In January 2022, Future Food Together could finally hold a project workshop for the project components Paraguay and Colombia. The team members met in Bogotá to jointly discuss the project work so far and to update and share strategies.

One highlight was a field trip to the cooperative “Cooperativa de Campo y Cocina” and all participants valued the opportunity to get to know each other in person.

 

© WWF-Colombia

Coordination Workshop in Bogotá

The South American project components were launched in the midst of the pandemic in 2020, and a kick-off workshop, intended as the “starting signal” to provide  public attention and the chance for all project members to meet, could not take place. The first coordination workshop for the South American project was held in January 2022. The workshop was combined with a mid-term evaluation.

Part of the workshop was a review of the results chain to identify gaps in our project approach, and to think of additional levers to use to ensure project success. The team member shared their strategies that have been successful with the key stakehlders, and assessed what worked well and what could be improved.

Farm to fork

During the workshop, the team had the opportunity to visit the Cooperativa de Campo y Cocina, an educational initiative run by chef Laura Jaramillo in Gachantivá in and near Villa de Leyva in Colombia. Her aim is to create experiences that connect people with food and its production. WWF staff from Paraguay, Germany and Colombia gathered different local ingredients and prepared them in a local soup called sancocho. The team learned about the regenerative livestock initiative that the restaurants work with and that is using all the parts of the anminal to reduce food waste. The project team members were also able to taste a jam made from tomato de árbol (“tree tomato”), a fruit that has been largely forgotten in modern societies and that the initiative wants to bring back.

School children, chefs, companies and non-governmental organizations visit this place to understand how to achieve more sustainable food consumption and production, taking into account the different environmental aspects.

Laura herself started the journey towards sustainability about 10 years ago with the creation of the Mercado Municipal, a delicatessen store and restaurant in Villa de Leyva. As she proceeded, she learned more and more about the various connections between food, the environment and health. In her restaurant she chose to use only local products to create a menu that honors the cultural heritage and landscape of this region. The Cooperativa became a culinary garden for the restaurant, a kind of laboratory where new ways of producing, consuming and adding value around food can be tried out.

Laura’s experiences from all these years have been summarized in a video that is part of an online course on sustainable gastronomy launched last year by WWF Colombia. The course is targeted at people working in restaurants or the hospitality industry.

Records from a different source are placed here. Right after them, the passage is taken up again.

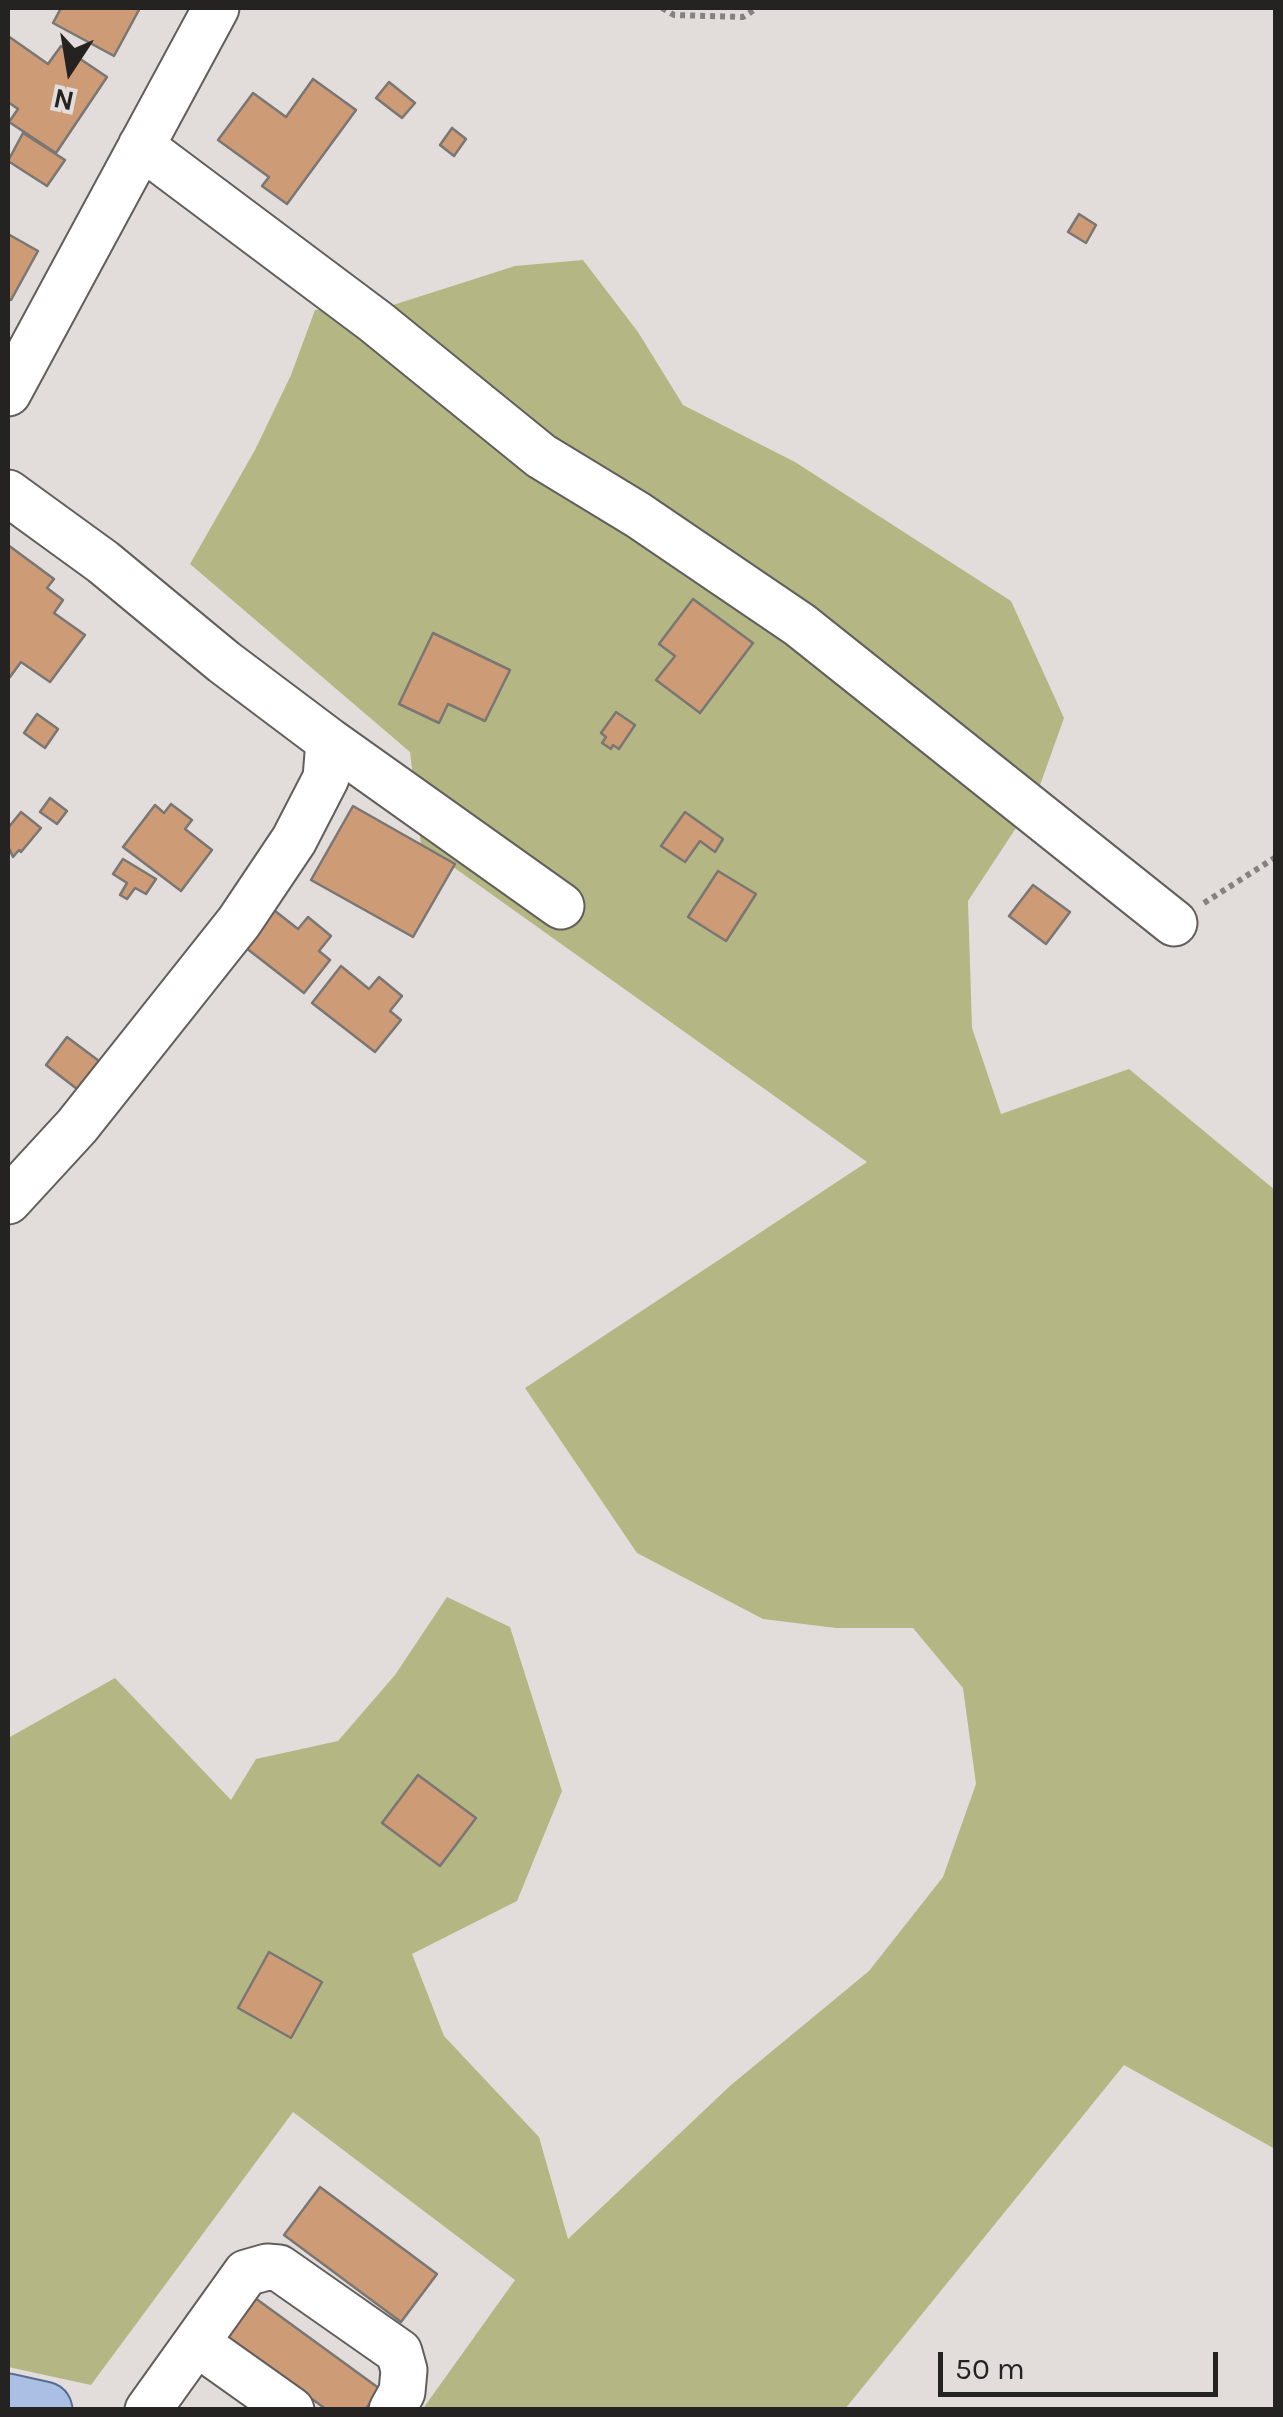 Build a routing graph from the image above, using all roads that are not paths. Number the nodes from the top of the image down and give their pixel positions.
1 (216, 8) edge
2 (141, 146) junction
3 (8, 393) edge
4 (8, 493) edge
5 (329, 740) junction
6 (561, 906) dead end
7 (1174, 922) road end
8 (8, 1201) edge
9 (198, 2344) junction
10 (8, 2402) edge
11 (44, 2410) edge
12 (148, 2410) edge
13 (292, 2410) edge
14 (392, 2410) edge

1 - 2 street
2 - 3 street
2 - 7 street
4 - 5 street
5 - 6 street
5 - 8 street
9 - 12 street
9 - 13 street
9 - 14 street
10 - 11 main road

It explains, in understandable language and mainly through videos how food production and consumption are key to solving the global crisis and how this sector can be part of this change by applying different principles and practices.

Our work in Colombia began in 2020 and focuses on building partnerships with global charities like WRAP to develop two pilot models to reduce food loss and waste. Future Food Together is developing policy recommendations through participating in multi-stakeholder alliances and agreements and with local governments to improve national strategies for SCP focused on the agri-food sector. Working with major companies, such as Èxito Group, our team supports them in implementing commitments to avoid deforestation.

 

In Paraguay, Future Food Together works with Eco Agro and APRO, the main organizations involved in agroecological production, as well as with farmers’ associations. We have also strengthened and expanded agroecological and organic farming practices through seed breeding, training, and capacity building so that multipliers will advance project goals in the future. Our team is also working with supermarkets such as Los Jardines to help farmers access new market channels.